O yüzden iki seçim arasına sıkışmış olmanın getirdiği riski küçümsemeyelim. Kaybedecek bir günü olmayan ülkenin yapılması gerekenleri geciktirip bir koca yılı da daha kaybetme yoluna girmesi iyiye alamet değildir. 1 yılın daha heba olması bir dert, yerel seçimin ardından tekrar 14/28 Mayıs sonrasına benzeyen bol ücretli/bol zamlı sarmala girilme ihtimali başka derttir. Kabul edelim ki mevcut durumda bu hiç zayıf bir ihtimal değildir.
Not 14: Bu GÖÇMEN meselesinde, en az 15 TEMMUZ kadar ağır operasyon yedik.
Ülkenin her noktasına, en ücra kentine kadar GÖÇMEN dağıtılması, bir operasyondur.
Buna sebep olanlar, bir gün umarım yargılanırlar.

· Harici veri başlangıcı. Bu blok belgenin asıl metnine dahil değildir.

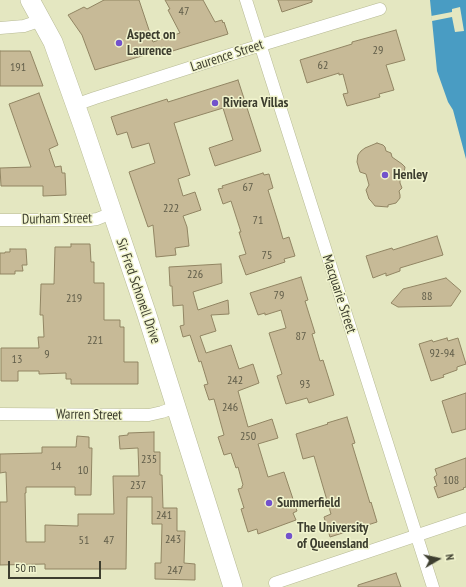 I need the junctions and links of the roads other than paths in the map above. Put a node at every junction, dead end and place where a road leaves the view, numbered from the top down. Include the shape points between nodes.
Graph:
1 (30, 0) edge
2 (246, 0) edge
3 (380, 9) dead end
4 (42, 20) junction
5 (0, 28) edge
6 (260, 45) junction
7 (75, 105) junction
8 (112, 213) junction
9 (0, 220) edge
10 (176, 407) junction
11 (0, 414) edge
12 (466, 519) edge
13 (417, 535) junction
14 (275, 583) dead end
15 (233, 587) edge
16 (433, 587) edge

1 - 4 main road, Sir Fred Schonell Drive
2 - 6 street, Macquarie Street
3 - 6 street, Laurence Street
4 - 5 street via 24,26
4 - 7 main road, Sir Fred Schonell Drive via 53,42
6 - 7 street, Laurence Street
6 - 13 street, Macquarie Street
7 - 8 main road, Sir Fred Schonell Drive
8 - 9 street, Durham Street via 90,220
8 - 10 main road, Sir Fred Schonell Drive
10 - 11 street, Warren Street via 149,415
10 - 15 main road, Sir Fred Schonell Drive
12 - 13 street
13 - 14 street
13 - 16 street, Macquarie Street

Not 15: Herkes zamlardan şikayetçi fakat 16 milyon emekli ve 5 milyon devlet personeli olan bir ülkede emekli ve memura yapılan zamlar nasıl finanse edilecek sanıyor insanlar merak ediyorum. Yetişkin nüfusun %40'ı ya emekli ya devlet memuru. Kuveyt veya Katar bile bunu kaldıramaz.
Not 16: Otomobilde ÖTV artışı beklemiyorum. Tek ihtimal 1.6 lt altındaki lüks kategoriye giren Mercedes C serisi, BMW 3 serisi gibi arabalarda üst dilim tanımlanabilir. Şu an Fiat Egea ve Mercedes C serisi aynı vergi diliminde. Bu saçma. İçki ve sigarada ise ÖTV artışı bence kaçınılmaz.
Not 17: Çocuğun babayı kahramanı olarak görebilmesi için annenin eşini kahramanı olarak görebilmesi gerekir. Bir erkeğin varoluş amacı kahraman olmaktır, erkek bunun için tasarlanmıştır.
Not 18: Maaşların ya da ürün fiyatlarının ne olduğu değildir ekonomide belirleyici olan. Bizde 1 TL en kritik paradır. O, 1 TL’ye ne alıp ne alamadığınız sizin yaşam kalitenizi ve satın alma gücünüzü belirlerken, ürün fiyatlarının sizde yarattığı tahribatı anlamlı kılar.
Geneli açlık sınırının altında maaş alan, çoğu iş bulamayan ve işsiz bile sayılmayan insanların yaşadığı ülkede, gideri Avrupa ile kıyaslıyorsanız, adama sorarlar: Geliri de ve o gelirle geçimi de kıyaslayalım mı?